*Stored data*
■ ■ ■

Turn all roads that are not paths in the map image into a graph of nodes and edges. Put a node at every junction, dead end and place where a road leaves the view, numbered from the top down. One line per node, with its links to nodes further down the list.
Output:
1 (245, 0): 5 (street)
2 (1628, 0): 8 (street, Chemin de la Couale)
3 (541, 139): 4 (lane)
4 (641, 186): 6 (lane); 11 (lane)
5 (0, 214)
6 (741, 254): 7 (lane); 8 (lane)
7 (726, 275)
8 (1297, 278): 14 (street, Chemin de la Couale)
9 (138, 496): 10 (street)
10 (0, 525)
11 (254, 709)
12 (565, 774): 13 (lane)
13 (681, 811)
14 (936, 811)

■ ■ ■

*About this task*
Each record should be repeated in full, exactly as it is written.

*Solution to this task*
Turn all roads that are not paths in the map image into a graph of nodes and edges. Put a node at every junction, dead end and place where a road leaves the view, numbered from the top down. One line per node, with its links to nodes further down the list.
Output:
1 (245, 0): 5 (street)
2 (1628, 0): 8 (street, Chemin de la Couale)
3 (541, 139): 4 (lane)
4 (641, 186): 6 (lane); 11 (lane)
5 (0, 214)
6 (741, 254): 7 (lane); 8 (lane)
7 (726, 275)
8 (1297, 278): 14 (street, Chemin de la Couale)
9 (138, 496): 10 (street)
10 (0, 525)
11 (254, 709)
12 (565, 774): 13 (lane)
13 (681, 811)
14 (936, 811)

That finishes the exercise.